Saturday, June 2, 2007

Now Playing: Gojira

The first Godzilla film hasn’t been available in the United States since it was originally released in Japan back in 1953, and the only way we’ve seen it since then was the hacked together Hollywood version starring Raymond Burr. Last year it was finally released as a two-disc DVD set with the original, uncut film on the first disc while the Hollywood version was put on the second disc. A pamphlet included in the set explains how the film was brought over to the States by a couple of producers who saw value in the monster movie appeal but decided to jettison pretty much everything else.

What stunned me was just how powerful all the excised footage was.

This revelation was akin to watching Jaws 4 for years and thinking all the rest of the films were like that, only to see the original for the first time and think, "Oooooohhhh..." Gojira was written in direct response to the Hiroshima and Nagasaki bombings in only eight years before and as such the film is a powerful commentary on the dangers of nuclear bombs.
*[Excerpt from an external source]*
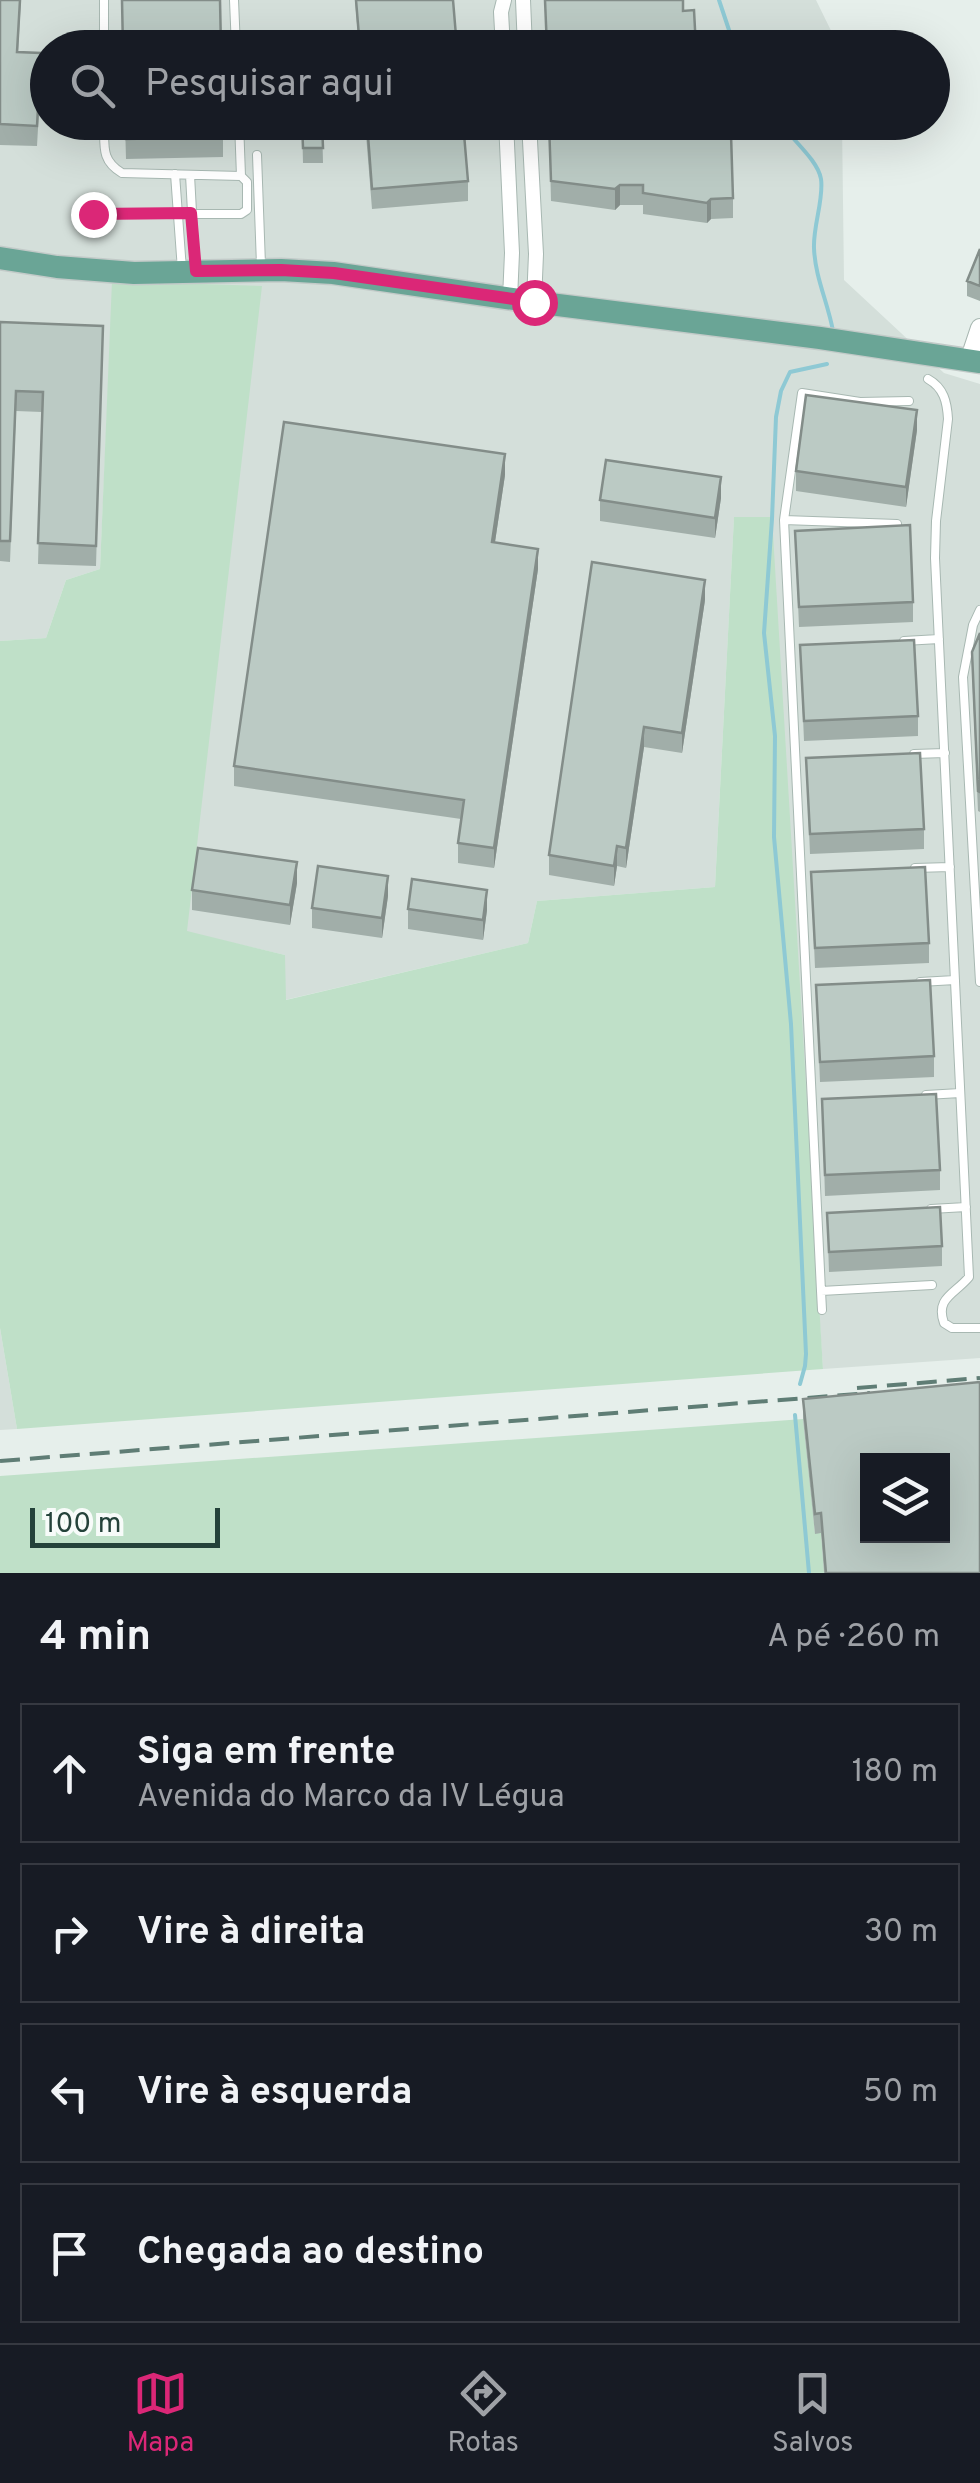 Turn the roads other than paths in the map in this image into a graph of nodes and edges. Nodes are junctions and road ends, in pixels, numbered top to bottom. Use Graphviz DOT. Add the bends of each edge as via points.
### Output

Godzilla himself is, in essence, a giant metaphor for the inescapable devastation nuclear bombs cause and I was simply floored at how bleak a film this was.

I can completely understand why American producers at the time figured that the public wouldn’t accept anything outside of a giant lizard stomping through Tokyo. The producers re-cut the film and inserted Burr to give it an American perspective that makes it an entirely different film. The American version is little more than a generic monster flick, albeit one that introduced Godzilla to the world. The uncut Japanese version though is an entirely different animal altogether and one that I, frankly, was left stunned by.

Godzilla films do not feature a terrified mother clutching her children to her as she assures them that they’ll be with daddy in heaven soon. Godzilla films do not feature incredibly cute kids sitting shell-shocked in a hospital as doctors watch helplessly as their Geiger counters spike when near the children. This is a deadly serious film that was created by people who were intimately familiar with the two dual bombings and it is a powerful anti-war and anti-nuclear message.

If you have the chance to watch the original version of Gojira then by all means do so. It is a little hokey in parts due to its age, but the message has only increased in power as nuclear weapons have proliferated across the globe. Don’t miss this.